Diehl Metering addresses non-revenue water in Kenya

Pioneering an automation meter reading (AMR) solution from Diehl Metering, a Kenyan water service provider has been able to reduce non-revenue water, improved billing accuracy, and accelerated its reactivity to maintenance issues.

Eldoret Water and Sanitation (ELDOWAS) has been supplying water to Eldoret town in the Rift Valley of Kenya. The water company was looking to set new standards in customer satisfaction, but it first had to overcome a number of network problems. These include leaks, unreliable billing, and a non-revenue water rate of 42%, mainly due to fraud and theft.

To address these issues, the company worked with Diehl Metering and its local partner Eastern Africa DANCO to implement a pilot automatic meter reading (AMR) solution. This marks one of the first projects of its kind in Kenya, with the scope soon extended to include some 700 smart water meters. Through the solution, ELDOWAS can monitor its network more closely with data collected by the smart meters and automatically transferred for access via the IZAR Plus Portal software.

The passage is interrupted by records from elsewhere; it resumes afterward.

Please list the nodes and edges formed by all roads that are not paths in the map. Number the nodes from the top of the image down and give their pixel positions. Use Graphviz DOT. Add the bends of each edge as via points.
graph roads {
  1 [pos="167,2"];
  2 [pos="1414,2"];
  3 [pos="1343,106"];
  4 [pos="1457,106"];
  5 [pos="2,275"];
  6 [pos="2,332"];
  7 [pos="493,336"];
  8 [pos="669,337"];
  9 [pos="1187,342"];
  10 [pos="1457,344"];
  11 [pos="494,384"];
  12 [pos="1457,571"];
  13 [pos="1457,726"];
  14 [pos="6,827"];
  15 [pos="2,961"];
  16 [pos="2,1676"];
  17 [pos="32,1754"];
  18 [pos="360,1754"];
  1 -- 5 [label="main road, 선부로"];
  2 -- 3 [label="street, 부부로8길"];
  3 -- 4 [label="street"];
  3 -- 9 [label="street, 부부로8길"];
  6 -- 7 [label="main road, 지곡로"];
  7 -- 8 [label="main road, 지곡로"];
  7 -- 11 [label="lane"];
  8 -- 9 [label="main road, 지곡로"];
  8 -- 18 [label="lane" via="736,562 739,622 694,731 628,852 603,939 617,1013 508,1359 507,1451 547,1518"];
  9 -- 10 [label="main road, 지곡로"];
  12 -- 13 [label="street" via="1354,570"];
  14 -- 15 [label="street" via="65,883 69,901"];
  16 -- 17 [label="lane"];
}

The impact of the AMR solution has been “striking”, Diehl Metering described. In the areas where AMR has been implemented, non-revenue water is around 6%, compared to 42% in other areas. ELDOWAS is also more reactive to maintenance needs with alarms for leaks and device anomalies, with most issues resolved within a week rather than months, as was the case previously. Furthermore, billing is more accurate, thus increasing customer satisfaction. The company has also benefitted from greater network efficiency while also saving water and therefore contributing to a more sustainable local economy.